• _Exercise directions_
For every record below, write out an exact copy.

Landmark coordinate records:
----

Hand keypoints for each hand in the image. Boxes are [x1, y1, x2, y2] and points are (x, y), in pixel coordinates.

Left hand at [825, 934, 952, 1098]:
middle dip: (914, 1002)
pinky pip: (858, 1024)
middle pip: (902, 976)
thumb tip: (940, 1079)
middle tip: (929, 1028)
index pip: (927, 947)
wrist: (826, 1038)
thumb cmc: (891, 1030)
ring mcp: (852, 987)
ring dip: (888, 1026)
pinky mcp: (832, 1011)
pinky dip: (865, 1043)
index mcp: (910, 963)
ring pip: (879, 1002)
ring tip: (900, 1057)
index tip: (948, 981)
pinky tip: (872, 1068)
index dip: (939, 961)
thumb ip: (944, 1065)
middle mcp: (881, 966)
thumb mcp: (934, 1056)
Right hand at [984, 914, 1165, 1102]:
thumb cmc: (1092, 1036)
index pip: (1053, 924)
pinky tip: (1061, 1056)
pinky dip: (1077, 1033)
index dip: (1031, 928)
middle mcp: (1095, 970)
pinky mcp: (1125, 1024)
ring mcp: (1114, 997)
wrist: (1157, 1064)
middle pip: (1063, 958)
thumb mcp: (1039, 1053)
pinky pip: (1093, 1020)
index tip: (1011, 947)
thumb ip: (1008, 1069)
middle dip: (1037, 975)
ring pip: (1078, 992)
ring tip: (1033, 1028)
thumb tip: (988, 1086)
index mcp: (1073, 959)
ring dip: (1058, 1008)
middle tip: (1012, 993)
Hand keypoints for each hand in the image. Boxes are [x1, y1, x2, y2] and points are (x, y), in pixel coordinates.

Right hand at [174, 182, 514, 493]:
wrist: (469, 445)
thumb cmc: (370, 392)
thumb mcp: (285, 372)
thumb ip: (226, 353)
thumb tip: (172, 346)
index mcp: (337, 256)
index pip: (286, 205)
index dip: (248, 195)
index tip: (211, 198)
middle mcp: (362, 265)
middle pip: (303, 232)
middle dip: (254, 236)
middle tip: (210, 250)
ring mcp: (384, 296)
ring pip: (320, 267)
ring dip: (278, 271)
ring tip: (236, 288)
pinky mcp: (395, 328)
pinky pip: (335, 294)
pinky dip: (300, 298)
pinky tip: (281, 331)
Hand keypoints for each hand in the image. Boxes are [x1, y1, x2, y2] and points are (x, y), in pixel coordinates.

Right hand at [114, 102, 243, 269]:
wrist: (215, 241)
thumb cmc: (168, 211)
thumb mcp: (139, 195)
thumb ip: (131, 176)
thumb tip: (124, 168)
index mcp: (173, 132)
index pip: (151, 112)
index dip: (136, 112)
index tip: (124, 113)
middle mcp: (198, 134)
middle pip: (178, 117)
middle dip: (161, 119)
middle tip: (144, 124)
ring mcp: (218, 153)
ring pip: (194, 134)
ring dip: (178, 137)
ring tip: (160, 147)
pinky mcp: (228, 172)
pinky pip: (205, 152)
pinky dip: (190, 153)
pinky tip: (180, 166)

----

• _Task response_
Hand keypoints for each hand in the image. Boxes are [x1, y1, x2, y2] and points are (x, y), in pixel coordinates.

Left hand at [825, 934, 952, 1098]:
middle dip: (914, 1002)
pinky pip: (858, 1024)
middle pip: (902, 976)
thumb tip: (940, 1079)
middle tip: (929, 1028)
index pip: (927, 947)
wrist: (826, 1038)
thumb cmc: (891, 1030)
ring mcp: (852, 987)
ring dip: (888, 1026)
pinky mcp: (832, 1011)
pinky dip: (865, 1043)
index mcp: (910, 963)
ring pip: (879, 1002)
ring tip: (900, 1057)
index tip: (948, 981)
pinky tip: (872, 1068)
index dip: (939, 961)
thumb ip: (944, 1065)
middle mcp: (881, 966)
thumb mcp: (934, 1056)
Right hand at [984, 914, 1165, 1102]:
thumb cmc: (1092, 1036)
index pip: (1053, 924)
pinky tip: (1061, 1056)
pinky dip: (1077, 1033)
index dip: (1031, 928)
middle mcp: (1095, 970)
pinky mcp: (1125, 1024)
ring mcp: (1114, 997)
wrist: (1157, 1064)
middle pip: (1063, 958)
thumb mcp: (1039, 1053)
pinky pip: (1093, 1020)
index tip: (1011, 947)
thumb ip: (1008, 1069)
middle dip: (1037, 975)
ring pip: (1078, 992)
ring tip: (1033, 1028)
thumb tip: (988, 1086)
index mcp: (1073, 959)
ring dip: (1058, 1008)
middle tip: (1012, 993)
Hand keypoints for each hand in the image. Boxes are [x1, y1, x2, y2] and points are (x, y), in pixel coordinates.

Right hand at [174, 182, 514, 493]:
wrist: (469, 445)
thumb cmc: (370, 392)
thumb mcp: (285, 372)
thumb ip: (226, 353)
thumb tip: (172, 346)
index mcp: (337, 256)
index pip: (286, 205)
index dip: (248, 195)
index tip: (211, 198)
middle mcp: (362, 265)
middle pip: (303, 232)
middle dip: (254, 236)
middle tip: (210, 250)
ring mcp: (384, 296)
ring pip: (320, 267)
ring dip: (278, 271)
ring tip: (236, 288)
pinky mcp: (395, 328)
pinky pip: (335, 294)
pinky dip: (300, 298)
pinky tip: (281, 331)
Hand keypoints for each hand in the image. Boxes are [x1, y1, x2, y2] and points are (x, y), in pixel coordinates.

Right hand at [114, 102, 243, 269]:
wrist: (215, 241)
thumb cmc: (168, 211)
thumb mcp: (139, 195)
thumb ip: (131, 176)
thumb tip: (124, 168)
index mcp: (173, 132)
index pip: (151, 112)
index dip: (136, 112)
index tip: (124, 113)
middle mcp: (198, 134)
middle pip: (178, 117)
middle dip: (161, 119)
middle tip: (144, 124)
ring mcp: (218, 153)
ring pip: (194, 134)
ring dip: (178, 137)
ring tip: (160, 147)
pinky mcp: (228, 172)
pinky pip: (205, 152)
pinky dip: (190, 153)
pinky tip: (180, 166)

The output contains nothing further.